Adding Ambient Facts to the Proof Environment with broadcast
In a typical Verus project, a developer might prove a fact (e.g., pushing an element into a sequence does not change the elements already in the sequence) in a proof function, e.g.,
pub proof fn seq_contains_orig_elems_after_push<A>(s:Seq<A>, v:A, x:A)
requires s.contains(x)
ensures s.push(v).contains(x)
{
...
}
To make use of this fact, the developer must explicitly invoke the proof function, e.g.,
proof fn example<A>(s: Seq<A>, v: A, x: A) {
assume(s.contains(x));
let t = s.push(v);
// assert(t.contains(x)); // FAILS
seq_contains_orig_elems_after_push(s, v, x); // Adds the proof's fact to the proof environment
assert(t.contains(x)); // SUCCEEDS
}
However, in some cases, a proof fact is so useful that a developer always wants it to be in scope, without manually invoking the corresponding proof. For example, the fact that an empty sequence’s length is zero is so “obvious” that most programmers will expect Verus to always know it. This feature should be used with caution, however, as every extra ambient fact slows the prover’s overall performance.
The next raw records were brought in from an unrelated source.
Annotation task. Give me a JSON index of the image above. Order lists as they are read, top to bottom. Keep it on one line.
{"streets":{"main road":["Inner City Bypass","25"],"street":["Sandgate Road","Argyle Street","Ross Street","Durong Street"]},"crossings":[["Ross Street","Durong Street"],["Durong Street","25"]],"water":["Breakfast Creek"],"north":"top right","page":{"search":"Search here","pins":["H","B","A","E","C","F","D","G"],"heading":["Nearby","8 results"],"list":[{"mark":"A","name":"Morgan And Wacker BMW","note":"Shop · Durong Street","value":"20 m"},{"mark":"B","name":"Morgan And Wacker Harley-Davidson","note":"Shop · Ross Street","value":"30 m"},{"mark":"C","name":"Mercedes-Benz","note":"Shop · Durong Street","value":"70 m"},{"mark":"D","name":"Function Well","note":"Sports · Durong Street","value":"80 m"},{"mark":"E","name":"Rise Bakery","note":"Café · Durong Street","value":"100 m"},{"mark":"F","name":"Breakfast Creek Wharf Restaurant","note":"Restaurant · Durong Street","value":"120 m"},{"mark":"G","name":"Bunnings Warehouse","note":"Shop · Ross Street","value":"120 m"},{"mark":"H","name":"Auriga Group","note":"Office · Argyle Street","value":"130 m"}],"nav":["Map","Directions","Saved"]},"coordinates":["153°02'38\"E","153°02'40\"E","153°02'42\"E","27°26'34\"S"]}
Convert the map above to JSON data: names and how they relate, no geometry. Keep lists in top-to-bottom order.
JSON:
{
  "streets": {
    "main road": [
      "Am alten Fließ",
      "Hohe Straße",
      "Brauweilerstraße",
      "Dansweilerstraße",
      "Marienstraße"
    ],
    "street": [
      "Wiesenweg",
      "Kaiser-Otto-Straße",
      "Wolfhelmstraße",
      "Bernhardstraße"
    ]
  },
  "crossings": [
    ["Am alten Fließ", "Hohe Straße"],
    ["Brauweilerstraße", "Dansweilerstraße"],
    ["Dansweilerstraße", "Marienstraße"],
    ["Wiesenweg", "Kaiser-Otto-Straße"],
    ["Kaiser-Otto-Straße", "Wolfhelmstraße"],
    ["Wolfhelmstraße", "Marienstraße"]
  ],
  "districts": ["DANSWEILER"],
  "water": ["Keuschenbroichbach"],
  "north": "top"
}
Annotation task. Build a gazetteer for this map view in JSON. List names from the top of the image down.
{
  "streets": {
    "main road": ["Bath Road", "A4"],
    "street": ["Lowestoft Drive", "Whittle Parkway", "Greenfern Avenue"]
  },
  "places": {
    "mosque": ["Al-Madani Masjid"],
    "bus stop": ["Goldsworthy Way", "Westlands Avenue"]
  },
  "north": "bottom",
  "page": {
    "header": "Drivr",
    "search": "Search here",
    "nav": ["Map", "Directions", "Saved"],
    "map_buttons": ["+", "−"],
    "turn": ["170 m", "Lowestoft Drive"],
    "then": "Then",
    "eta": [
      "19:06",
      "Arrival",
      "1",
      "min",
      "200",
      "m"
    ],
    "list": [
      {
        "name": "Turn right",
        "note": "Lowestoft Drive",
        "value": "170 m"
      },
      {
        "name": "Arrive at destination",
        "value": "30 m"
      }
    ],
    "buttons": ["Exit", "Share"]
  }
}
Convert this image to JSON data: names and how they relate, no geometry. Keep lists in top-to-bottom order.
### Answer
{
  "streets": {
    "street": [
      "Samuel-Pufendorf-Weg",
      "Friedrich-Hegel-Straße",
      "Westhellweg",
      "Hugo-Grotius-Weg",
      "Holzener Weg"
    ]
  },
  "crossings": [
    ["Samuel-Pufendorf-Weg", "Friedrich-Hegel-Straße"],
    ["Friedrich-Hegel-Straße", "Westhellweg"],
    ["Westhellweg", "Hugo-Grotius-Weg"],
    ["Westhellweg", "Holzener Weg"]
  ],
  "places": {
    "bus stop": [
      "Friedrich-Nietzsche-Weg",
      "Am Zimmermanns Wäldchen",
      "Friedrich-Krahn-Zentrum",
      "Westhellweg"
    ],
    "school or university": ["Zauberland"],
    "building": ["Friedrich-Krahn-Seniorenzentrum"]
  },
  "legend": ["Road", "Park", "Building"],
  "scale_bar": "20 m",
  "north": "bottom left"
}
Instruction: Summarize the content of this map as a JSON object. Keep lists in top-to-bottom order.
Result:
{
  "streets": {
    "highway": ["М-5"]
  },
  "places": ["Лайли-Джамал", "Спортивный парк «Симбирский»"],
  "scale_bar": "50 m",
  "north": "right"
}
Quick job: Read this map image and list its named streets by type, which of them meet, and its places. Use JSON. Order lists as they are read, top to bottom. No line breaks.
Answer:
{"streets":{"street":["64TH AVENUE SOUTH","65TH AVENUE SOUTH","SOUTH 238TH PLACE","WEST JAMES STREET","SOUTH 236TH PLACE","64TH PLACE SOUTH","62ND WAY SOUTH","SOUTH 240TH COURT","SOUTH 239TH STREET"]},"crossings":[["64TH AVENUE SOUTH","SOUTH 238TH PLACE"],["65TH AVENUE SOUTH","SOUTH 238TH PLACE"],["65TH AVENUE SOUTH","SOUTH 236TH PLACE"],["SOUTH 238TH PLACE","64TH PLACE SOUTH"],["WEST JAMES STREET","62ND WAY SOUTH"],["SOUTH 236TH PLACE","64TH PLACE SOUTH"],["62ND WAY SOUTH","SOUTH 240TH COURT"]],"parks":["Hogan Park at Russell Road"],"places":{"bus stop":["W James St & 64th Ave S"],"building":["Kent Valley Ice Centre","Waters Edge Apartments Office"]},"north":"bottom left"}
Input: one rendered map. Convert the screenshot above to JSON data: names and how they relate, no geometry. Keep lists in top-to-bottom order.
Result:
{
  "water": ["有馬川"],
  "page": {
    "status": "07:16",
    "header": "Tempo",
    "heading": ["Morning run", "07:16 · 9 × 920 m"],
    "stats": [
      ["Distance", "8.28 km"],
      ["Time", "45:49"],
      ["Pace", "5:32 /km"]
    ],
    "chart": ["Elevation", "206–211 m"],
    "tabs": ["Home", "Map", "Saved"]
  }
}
Suppose that after considering the impact on the solver’s performance, the
programmer decides to make the above fact about push
ambient. To do so,
they can add the broadcast
modifier in the
definition of seq_contains_orig_elems_after_push
: pub broadcast proof fn seq_contains_orig_elems_after_push<A>(s: Seq<A>, v:A, x:A)
.
The effect is to introduce the following
quantified fact to the proof environment:
forall |s: Seq<A>, v: A, x: A| s.contains(x) ==> s.push(v).contains(x)
Because this introduces a quantifier, Verus will typically ask you to
explicitly choose a trigger, e.g., by adding a #[trigger]
annotation.
Hence, the final version of our example might look like this:
pub broadcast proof fn seq_contains_orig_elems_after_push<A>(s:Seq<A>, v:A, x:A)
requires s.contains(x)
ensures #[trigger] s.push(v).contains(x)
{
...
}
To bring this ambient lemma into scope, for a specific proof, or for an entire
module, you can use broadcast use seq_contains_orig_elems_after_push;
.
Some of these broadcast-ed lemmas are available in the verus standard library vstd
,
some as part of broadcast “groups”, which combine a number of properties into a single
group name, which can be brought into scope with broadcast use broadcast_group_name;
.
For example, the example above can all be automatically proved from broadcast use vstd::seq_lib::group_seq_properties;
.
We are working on extending the discoverability of these groups in the standard library
documentation: they currently appear as regular functions.